#### EXERCISE DESCRIPTION
Would you please write out each entry precisely as given?

================

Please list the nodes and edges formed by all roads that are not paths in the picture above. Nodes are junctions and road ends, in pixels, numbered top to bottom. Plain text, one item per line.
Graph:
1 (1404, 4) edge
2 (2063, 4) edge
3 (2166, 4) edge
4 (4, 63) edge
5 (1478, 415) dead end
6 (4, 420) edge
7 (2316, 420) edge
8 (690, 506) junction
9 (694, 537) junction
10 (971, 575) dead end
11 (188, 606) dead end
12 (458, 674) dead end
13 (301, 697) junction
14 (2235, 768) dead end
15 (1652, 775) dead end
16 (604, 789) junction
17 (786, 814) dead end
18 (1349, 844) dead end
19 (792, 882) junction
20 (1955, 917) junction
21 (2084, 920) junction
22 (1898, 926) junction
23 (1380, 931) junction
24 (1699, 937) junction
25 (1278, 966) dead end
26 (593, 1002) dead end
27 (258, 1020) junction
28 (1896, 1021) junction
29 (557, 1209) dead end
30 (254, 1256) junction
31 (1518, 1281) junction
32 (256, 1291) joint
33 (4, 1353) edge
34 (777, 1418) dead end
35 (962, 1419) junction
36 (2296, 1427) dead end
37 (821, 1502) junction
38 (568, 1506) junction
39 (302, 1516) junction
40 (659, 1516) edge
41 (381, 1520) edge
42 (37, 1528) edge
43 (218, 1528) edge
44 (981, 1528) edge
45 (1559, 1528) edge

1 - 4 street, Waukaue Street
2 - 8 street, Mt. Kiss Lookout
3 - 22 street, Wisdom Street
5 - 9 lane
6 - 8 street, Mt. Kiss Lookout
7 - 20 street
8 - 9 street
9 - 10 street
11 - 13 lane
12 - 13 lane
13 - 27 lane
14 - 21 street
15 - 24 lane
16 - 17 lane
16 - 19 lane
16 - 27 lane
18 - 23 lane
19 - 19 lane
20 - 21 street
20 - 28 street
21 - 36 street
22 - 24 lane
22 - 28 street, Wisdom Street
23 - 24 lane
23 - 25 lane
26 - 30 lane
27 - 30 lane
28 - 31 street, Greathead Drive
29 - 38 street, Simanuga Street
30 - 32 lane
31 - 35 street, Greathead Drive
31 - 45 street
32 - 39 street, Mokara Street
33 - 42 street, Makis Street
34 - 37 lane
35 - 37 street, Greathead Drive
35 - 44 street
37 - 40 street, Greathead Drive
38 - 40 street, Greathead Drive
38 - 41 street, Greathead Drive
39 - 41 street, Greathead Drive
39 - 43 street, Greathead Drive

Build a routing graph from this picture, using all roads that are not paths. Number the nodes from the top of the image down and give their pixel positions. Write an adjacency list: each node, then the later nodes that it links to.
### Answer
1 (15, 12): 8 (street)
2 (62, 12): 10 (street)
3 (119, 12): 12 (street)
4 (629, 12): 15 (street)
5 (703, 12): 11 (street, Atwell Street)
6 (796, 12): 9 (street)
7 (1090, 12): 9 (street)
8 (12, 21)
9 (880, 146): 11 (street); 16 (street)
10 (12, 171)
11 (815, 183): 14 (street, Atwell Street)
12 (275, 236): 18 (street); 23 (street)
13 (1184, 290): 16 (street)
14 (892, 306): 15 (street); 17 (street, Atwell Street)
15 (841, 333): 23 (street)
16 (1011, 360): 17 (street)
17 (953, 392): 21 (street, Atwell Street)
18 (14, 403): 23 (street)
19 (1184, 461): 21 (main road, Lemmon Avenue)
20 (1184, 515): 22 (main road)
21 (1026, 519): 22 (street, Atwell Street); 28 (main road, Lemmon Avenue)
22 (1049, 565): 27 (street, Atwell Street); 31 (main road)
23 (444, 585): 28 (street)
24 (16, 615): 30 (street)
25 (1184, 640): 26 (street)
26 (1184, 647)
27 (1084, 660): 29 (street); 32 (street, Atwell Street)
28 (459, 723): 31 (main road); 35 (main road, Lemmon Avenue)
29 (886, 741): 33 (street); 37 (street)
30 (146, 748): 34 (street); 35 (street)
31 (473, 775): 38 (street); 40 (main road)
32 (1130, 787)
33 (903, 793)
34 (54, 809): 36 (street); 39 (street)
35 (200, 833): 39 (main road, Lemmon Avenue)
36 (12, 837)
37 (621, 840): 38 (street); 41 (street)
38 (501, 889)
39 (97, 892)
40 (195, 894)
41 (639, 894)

================

#### EXERCISE ANSWER
Please list the nodes and edges formed by all roads that are not paths in the picture above. Nodes are junctions and road ends, in pixels, numbered top to bottom. Plain text, one item per line.
Graph:
1 (1404, 4) edge
2 (2063, 4) edge
3 (2166, 4) edge
4 (4, 63) edge
5 (1478, 415) dead end
6 (4, 420) edge
7 (2316, 420) edge
8 (690, 506) junction
9 (694, 537) junction
10 (971, 575) dead end
11 (188, 606) dead end
12 (458, 674) dead end
13 (301, 697) junction
14 (2235, 768) dead end
15 (1652, 775) dead end
16 (604, 789) junction
17 (786, 814) dead end
18 (1349, 844) dead end
19 (792, 882) junction
20 (1955, 917) junction
21 (2084, 920) junction
22 (1898, 926) junction
23 (1380, 931) junction
24 (1699, 937) junction
25 (1278, 966) dead end
26 (593, 1002) dead end
27 (258, 1020) junction
28 (1896, 1021) junction
29 (557, 1209) dead end
30 (254, 1256) junction
31 (1518, 1281) junction
32 (256, 1291) joint
33 (4, 1353) edge
34 (777, 1418) dead end
35 (962, 1419) junction
36 (2296, 1427) dead end
37 (821, 1502) junction
38 (568, 1506) junction
39 (302, 1516) junction
40 (659, 1516) edge
41 (381, 1520) edge
42 (37, 1528) edge
43 (218, 1528) edge
44 (981, 1528) edge
45 (1559, 1528) edge

1 - 4 street, Waukaue Street
2 - 8 street, Mt. Kiss Lookout
3 - 22 street, Wisdom Street
5 - 9 lane
6 - 8 street, Mt. Kiss Lookout
7 - 20 street
8 - 9 street
9 - 10 street
11 - 13 lane
12 - 13 lane
13 - 27 lane
14 - 21 street
15 - 24 lane
16 - 17 lane
16 - 19 lane
16 - 27 lane
18 - 23 lane
19 - 19 lane
20 - 21 street
20 - 28 street
21 - 36 street
22 - 24 lane
22 - 28 street, Wisdom Street
23 - 24 lane
23 - 25 lane
26 - 30 lane
27 - 30 lane
28 - 31 street, Greathead Drive
29 - 38 street, Simanuga Street
30 - 32 lane
31 - 35 street, Greathead Drive
31 - 45 street
32 - 39 street, Mokara Street
33 - 42 street, Makis Street
34 - 37 lane
35 - 37 street, Greathead Drive
35 - 44 street
37 - 40 street, Greathead Drive
38 - 40 street, Greathead Drive
38 - 41 street, Greathead Drive
39 - 41 street, Greathead Drive
39 - 43 street, Greathead Drive

Build a routing graph from this picture, using all roads that are not paths. Number the nodes from the top of the image down and give their pixel positions. Write an adjacency list: each node, then the later nodes that it links to.
### Answer
1 (15, 12): 8 (street)
2 (62, 12): 10 (street)
3 (119, 12): 12 (street)
4 (629, 12): 15 (street)
5 (703, 12): 11 (street, Atwell Street)
6 (796, 12): 9 (street)
7 (1090, 12): 9 (street)
8 (12, 21)
9 (880, 146): 11 (street); 16 (street)
10 (12, 171)
11 (815, 183): 14 (street, Atwell Street)
12 (275, 236): 18 (street); 23 (street)
13 (1184, 290): 16 (street)
14 (892, 306): 15 (street); 17 (street, Atwell Street)
15 (841, 333): 23 (street)
16 (1011, 360): 17 (street)
17 (953, 392): 21 (street, Atwell Street)
18 (14, 403): 23 (street)
19 (1184, 461): 21 (main road, Lemmon Avenue)
20 (1184, 515): 22 (main road)
21 (1026, 519): 22 (street, Atwell Street); 28 (main road, Lemmon Avenue)
22 (1049, 565): 27 (street, Atwell Street); 31 (main road)
23 (444, 585): 28 (street)
24 (16, 615): 30 (street)
25 (1184, 640): 26 (street)
26 (1184, 647)
27 (1084, 660): 29 (street); 32 (street, Atwell Street)
28 (459, 723): 31 (main road); 35 (main road, Lemmon Avenue)
29 (886, 741): 33 (street); 37 (street)
30 (146, 748): 34 (street); 35 (street)
31 (473, 775): 38 (street); 40 (main road)
32 (1130, 787)
33 (903, 793)
34 (54, 809): 36 (street); 39 (street)
35 (200, 833): 39 (main road, Lemmon Avenue)
36 (12, 837)
37 (621, 840): 38 (street); 41 (street)
38 (501, 889)
39 (97, 892)
40 (195, 894)
41 (639, 894)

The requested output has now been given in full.